── Input material ──

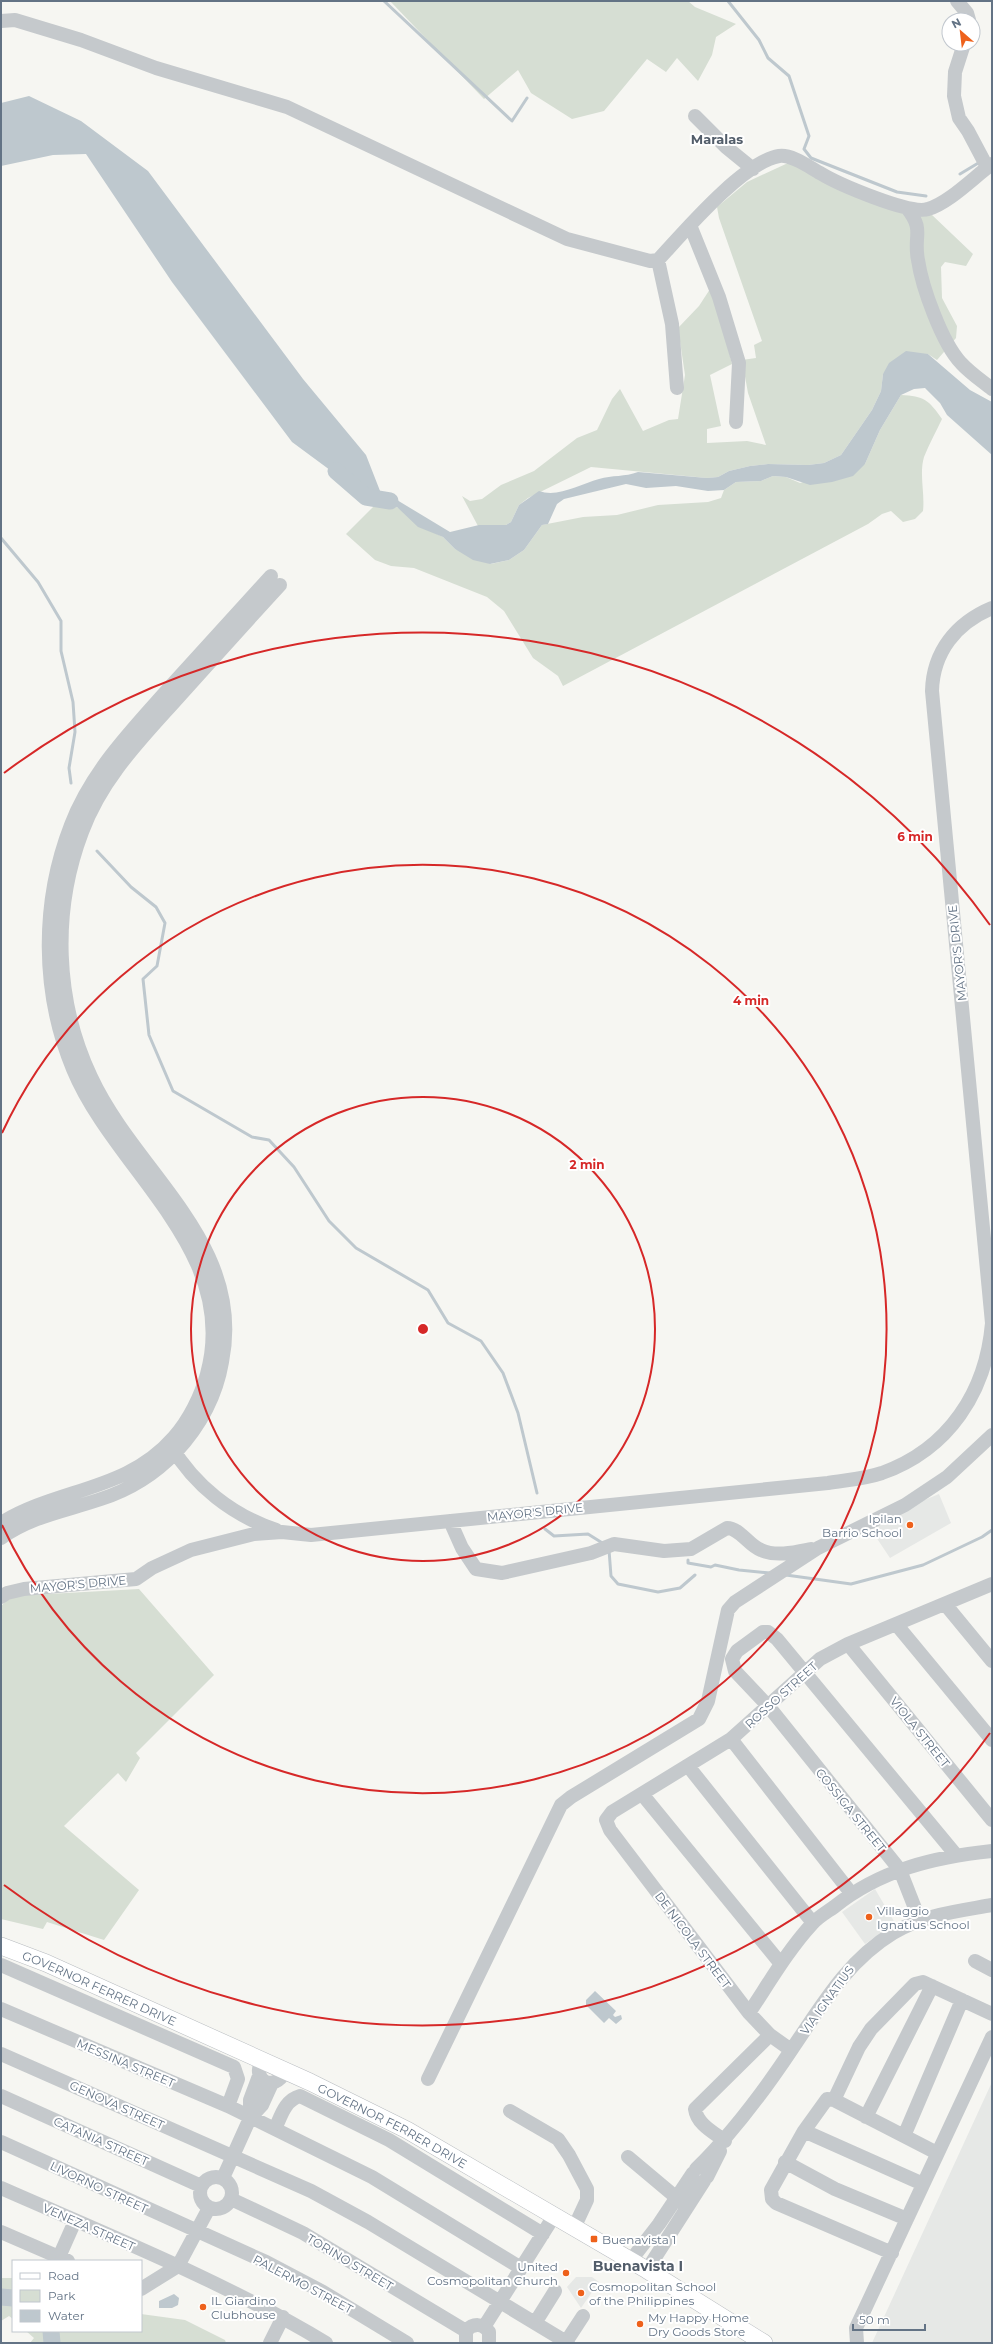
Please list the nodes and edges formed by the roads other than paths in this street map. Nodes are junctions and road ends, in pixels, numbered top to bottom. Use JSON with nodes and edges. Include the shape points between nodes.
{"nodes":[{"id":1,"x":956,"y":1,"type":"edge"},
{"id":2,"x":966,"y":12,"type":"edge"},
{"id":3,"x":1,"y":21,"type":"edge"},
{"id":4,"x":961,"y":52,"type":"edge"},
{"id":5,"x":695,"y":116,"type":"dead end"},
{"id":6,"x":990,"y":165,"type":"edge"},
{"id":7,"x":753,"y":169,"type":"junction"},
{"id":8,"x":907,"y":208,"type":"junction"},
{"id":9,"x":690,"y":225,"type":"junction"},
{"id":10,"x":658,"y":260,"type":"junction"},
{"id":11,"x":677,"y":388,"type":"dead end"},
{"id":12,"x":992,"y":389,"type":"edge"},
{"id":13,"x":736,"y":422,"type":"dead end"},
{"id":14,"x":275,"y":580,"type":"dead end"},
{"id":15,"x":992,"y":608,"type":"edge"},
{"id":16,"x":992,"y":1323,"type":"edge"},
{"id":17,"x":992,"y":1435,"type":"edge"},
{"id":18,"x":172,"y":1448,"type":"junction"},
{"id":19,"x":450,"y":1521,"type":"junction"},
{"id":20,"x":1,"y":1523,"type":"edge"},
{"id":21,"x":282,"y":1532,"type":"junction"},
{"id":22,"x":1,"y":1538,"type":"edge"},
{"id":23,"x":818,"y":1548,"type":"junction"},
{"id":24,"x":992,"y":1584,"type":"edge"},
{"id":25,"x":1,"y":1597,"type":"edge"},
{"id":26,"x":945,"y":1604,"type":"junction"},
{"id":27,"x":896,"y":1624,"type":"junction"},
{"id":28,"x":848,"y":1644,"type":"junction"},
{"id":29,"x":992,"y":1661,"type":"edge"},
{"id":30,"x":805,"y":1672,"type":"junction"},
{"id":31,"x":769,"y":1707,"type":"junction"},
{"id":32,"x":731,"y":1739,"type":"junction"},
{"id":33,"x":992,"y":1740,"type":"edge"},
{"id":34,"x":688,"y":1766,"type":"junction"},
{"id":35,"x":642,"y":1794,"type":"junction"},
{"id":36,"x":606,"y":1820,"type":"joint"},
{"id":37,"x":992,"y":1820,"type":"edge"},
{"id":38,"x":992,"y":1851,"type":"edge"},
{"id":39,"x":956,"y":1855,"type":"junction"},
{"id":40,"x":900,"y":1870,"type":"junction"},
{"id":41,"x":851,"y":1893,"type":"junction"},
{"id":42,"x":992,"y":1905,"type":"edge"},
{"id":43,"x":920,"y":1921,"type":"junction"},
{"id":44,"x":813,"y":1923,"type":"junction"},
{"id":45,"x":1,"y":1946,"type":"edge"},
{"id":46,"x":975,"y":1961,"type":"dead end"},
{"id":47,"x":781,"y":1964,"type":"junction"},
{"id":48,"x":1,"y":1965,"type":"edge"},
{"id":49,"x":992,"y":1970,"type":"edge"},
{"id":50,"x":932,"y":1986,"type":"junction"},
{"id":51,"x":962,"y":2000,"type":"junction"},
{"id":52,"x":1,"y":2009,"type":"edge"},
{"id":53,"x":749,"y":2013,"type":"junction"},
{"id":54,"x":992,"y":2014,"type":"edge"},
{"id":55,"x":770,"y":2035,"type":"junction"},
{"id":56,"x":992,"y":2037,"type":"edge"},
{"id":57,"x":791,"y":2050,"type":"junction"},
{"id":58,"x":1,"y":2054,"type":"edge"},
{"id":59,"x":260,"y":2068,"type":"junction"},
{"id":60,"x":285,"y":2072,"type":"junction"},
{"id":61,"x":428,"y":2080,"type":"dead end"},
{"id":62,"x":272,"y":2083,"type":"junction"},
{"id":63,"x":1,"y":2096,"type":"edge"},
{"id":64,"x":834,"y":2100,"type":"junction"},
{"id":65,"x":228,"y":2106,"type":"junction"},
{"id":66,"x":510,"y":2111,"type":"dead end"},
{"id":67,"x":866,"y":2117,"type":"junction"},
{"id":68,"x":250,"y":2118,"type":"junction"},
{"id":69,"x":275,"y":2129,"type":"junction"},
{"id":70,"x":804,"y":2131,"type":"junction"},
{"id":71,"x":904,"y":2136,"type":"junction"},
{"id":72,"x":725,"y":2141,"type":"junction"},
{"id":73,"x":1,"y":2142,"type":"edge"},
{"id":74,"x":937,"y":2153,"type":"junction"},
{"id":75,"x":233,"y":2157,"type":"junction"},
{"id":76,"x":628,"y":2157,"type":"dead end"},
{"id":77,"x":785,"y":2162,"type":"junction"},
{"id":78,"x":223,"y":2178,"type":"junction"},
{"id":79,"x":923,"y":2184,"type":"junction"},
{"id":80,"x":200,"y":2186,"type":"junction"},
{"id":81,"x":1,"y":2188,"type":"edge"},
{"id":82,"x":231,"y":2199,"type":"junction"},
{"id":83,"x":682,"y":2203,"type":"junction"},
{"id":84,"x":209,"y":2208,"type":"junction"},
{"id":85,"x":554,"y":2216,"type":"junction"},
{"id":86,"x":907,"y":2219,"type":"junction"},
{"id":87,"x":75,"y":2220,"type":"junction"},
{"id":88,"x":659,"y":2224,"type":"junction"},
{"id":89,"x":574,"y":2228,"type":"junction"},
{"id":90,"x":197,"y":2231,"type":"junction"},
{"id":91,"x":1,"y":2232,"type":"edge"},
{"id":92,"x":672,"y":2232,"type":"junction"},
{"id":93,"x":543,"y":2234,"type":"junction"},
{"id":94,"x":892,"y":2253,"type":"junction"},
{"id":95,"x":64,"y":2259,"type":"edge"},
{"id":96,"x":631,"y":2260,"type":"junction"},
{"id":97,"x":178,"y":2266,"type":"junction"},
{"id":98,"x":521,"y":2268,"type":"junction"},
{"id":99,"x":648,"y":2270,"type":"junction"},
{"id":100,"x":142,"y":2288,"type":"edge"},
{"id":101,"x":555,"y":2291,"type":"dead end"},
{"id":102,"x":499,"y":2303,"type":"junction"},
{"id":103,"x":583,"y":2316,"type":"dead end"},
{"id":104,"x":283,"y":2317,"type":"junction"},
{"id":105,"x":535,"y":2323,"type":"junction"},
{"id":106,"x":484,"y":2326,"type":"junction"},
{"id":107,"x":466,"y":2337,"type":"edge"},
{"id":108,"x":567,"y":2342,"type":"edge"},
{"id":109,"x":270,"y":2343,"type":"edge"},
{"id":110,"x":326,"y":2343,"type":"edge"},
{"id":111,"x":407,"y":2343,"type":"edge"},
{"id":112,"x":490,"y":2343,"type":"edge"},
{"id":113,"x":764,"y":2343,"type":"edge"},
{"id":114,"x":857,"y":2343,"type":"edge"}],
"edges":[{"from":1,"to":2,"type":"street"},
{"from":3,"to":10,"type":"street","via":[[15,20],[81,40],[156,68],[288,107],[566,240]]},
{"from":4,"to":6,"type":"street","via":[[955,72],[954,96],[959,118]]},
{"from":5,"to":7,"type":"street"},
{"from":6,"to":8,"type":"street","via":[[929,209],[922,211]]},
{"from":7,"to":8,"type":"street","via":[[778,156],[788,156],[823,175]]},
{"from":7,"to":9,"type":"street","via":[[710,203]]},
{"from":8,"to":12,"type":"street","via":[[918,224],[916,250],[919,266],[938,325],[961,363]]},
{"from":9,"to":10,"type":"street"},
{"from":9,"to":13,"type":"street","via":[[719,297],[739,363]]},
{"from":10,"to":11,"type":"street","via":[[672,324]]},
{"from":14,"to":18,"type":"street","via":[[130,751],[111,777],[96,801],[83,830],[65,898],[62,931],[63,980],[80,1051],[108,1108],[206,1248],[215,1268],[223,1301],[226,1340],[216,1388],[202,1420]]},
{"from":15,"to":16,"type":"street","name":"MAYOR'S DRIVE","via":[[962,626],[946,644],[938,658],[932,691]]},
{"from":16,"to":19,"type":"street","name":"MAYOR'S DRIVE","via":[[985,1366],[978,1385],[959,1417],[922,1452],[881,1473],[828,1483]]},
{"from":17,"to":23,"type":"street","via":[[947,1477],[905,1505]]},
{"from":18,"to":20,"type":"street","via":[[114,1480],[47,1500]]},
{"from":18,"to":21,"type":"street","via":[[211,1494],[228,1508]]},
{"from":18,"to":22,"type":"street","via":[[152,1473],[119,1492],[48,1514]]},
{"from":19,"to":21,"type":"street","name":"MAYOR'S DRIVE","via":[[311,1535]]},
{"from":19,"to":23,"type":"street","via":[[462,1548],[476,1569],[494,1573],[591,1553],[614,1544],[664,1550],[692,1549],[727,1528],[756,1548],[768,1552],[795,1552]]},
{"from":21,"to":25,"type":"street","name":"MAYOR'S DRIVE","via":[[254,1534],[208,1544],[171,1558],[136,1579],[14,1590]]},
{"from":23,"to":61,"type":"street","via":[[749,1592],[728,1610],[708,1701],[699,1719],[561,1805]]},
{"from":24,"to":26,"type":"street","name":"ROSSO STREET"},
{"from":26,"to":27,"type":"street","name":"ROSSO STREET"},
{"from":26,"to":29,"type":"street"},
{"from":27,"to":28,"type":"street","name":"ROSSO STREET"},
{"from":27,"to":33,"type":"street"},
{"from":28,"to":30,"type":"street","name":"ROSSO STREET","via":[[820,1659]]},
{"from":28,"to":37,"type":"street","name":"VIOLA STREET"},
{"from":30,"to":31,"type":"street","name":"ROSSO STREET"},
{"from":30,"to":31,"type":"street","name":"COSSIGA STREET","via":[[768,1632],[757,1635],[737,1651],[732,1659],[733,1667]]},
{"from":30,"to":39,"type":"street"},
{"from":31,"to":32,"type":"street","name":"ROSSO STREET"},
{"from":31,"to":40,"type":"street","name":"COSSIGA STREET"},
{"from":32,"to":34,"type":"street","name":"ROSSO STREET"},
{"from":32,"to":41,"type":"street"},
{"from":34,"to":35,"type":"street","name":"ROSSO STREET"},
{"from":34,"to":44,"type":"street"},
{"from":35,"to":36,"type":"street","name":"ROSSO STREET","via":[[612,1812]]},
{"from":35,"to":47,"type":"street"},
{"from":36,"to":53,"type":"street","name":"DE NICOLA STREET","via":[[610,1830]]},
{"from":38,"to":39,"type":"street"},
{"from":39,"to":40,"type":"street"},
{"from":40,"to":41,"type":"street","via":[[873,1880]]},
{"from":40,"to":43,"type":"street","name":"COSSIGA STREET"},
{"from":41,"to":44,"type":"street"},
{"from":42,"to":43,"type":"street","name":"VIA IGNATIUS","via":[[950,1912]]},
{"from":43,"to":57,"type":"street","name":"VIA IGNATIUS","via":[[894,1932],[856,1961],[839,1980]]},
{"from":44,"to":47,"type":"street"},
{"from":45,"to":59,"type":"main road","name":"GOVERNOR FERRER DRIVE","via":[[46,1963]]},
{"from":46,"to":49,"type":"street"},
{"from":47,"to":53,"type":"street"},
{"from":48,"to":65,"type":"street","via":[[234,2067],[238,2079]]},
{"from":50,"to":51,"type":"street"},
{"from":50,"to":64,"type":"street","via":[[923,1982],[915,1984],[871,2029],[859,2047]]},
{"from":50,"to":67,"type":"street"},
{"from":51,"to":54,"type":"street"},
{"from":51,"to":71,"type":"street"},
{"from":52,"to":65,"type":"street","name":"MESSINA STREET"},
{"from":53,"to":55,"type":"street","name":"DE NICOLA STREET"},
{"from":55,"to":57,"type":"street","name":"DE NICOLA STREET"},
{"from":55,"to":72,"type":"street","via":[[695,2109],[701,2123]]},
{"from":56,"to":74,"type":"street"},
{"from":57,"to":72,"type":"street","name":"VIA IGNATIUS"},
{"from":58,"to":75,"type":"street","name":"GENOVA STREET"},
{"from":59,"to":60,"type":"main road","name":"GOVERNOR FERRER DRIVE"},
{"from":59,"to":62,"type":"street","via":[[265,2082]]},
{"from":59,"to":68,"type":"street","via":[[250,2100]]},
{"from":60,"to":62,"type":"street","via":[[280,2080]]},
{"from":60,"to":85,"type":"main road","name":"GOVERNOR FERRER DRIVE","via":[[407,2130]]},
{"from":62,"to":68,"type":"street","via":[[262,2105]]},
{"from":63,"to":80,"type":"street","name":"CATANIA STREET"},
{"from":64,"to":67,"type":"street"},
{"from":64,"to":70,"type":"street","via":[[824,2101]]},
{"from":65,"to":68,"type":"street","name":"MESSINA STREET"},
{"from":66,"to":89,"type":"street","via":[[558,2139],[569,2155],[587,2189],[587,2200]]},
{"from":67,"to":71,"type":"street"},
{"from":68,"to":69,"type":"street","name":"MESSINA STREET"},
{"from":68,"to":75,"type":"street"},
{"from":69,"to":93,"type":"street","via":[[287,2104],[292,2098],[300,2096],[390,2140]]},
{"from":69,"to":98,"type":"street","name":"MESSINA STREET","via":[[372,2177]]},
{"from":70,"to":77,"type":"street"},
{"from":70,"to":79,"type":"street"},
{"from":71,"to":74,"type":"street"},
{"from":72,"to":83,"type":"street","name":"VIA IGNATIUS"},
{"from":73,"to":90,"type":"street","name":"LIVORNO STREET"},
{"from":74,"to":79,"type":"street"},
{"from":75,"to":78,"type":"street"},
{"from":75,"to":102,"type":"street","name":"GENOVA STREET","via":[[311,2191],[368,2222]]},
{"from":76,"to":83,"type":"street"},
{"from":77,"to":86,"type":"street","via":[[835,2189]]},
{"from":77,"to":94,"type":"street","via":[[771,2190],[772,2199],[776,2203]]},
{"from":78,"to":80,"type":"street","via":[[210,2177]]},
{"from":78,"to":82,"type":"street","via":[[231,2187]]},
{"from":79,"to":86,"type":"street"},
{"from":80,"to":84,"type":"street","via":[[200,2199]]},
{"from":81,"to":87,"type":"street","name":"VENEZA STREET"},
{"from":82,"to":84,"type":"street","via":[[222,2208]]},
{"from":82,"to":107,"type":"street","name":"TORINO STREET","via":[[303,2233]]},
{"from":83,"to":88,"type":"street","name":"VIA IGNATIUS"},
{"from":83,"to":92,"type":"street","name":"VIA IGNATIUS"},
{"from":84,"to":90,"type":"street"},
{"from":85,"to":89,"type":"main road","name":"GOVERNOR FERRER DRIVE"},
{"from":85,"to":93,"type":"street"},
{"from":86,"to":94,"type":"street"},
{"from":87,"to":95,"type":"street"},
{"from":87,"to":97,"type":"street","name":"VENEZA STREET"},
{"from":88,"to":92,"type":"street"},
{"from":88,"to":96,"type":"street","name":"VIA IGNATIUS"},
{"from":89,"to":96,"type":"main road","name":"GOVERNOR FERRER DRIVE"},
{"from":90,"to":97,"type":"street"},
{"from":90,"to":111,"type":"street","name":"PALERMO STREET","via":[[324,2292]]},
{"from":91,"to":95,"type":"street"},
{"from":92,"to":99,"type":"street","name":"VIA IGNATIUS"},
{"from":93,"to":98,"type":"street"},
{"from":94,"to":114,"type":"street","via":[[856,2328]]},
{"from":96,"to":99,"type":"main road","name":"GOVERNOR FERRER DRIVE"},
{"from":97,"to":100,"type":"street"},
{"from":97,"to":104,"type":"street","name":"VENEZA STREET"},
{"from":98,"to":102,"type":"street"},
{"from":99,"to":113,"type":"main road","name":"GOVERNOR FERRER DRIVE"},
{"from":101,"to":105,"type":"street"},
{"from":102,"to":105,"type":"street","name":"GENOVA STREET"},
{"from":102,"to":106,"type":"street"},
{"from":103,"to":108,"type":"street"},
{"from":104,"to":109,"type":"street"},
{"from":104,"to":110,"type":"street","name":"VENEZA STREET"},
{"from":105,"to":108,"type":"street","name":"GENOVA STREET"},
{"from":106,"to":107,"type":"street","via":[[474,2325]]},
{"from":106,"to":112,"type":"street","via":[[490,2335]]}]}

───
── Input material ──

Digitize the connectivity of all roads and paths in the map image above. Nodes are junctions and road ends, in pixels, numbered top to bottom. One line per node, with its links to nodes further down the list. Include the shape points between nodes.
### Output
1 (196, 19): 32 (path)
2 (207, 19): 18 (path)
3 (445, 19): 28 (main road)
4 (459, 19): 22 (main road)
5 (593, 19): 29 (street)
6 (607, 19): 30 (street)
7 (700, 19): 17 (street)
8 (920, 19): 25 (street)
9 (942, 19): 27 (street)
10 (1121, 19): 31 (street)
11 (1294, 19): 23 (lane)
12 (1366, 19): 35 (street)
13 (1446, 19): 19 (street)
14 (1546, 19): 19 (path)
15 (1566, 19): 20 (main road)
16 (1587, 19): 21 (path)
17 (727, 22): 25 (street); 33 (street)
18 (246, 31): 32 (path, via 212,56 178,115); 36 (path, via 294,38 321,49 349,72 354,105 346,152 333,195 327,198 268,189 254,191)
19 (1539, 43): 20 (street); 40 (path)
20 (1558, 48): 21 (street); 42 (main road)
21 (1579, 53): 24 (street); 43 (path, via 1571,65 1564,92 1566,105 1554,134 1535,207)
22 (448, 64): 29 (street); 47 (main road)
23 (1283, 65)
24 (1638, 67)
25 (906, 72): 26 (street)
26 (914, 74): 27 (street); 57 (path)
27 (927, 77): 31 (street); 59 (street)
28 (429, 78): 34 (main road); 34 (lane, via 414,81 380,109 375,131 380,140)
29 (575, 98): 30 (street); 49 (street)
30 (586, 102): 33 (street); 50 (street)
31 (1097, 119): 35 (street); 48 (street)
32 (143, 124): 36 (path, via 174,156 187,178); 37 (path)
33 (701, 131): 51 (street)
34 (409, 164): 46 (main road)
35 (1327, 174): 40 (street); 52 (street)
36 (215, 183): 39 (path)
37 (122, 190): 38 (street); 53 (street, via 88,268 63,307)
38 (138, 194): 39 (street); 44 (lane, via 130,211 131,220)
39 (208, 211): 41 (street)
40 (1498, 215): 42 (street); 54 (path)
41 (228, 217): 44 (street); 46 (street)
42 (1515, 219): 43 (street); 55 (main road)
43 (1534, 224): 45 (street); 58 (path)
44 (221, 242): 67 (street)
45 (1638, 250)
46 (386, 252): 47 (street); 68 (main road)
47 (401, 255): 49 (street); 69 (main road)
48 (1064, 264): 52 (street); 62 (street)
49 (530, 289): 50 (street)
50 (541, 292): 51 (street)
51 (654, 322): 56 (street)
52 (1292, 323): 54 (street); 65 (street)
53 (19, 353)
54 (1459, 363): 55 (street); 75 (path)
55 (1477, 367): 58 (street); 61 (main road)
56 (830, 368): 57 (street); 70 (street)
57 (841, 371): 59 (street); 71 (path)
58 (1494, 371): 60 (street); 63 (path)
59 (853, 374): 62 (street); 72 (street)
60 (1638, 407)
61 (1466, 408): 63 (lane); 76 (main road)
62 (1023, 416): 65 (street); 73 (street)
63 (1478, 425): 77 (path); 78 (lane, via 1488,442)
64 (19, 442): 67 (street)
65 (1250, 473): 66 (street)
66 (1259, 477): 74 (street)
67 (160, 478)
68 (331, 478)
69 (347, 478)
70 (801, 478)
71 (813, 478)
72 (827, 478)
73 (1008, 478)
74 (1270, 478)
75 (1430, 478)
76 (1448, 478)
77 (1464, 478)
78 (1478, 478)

───

Problem :: Please copy every line from the entries that includes the word "between".

Your response ::
Please list the nodes and edges formed by the roads other than paths in this street map. Nodes are junctions and road ends, in pixels, numbered top to bottom. Use JSON with nodes and edges. Include the shape points between nodes.
Digitize the connectivity of all roads and paths in the map image above. Nodes are junctions and road ends, in pixels, numbered top to bottom. One line per node, with its links to nodes further down the list. Include the shape points between nodes.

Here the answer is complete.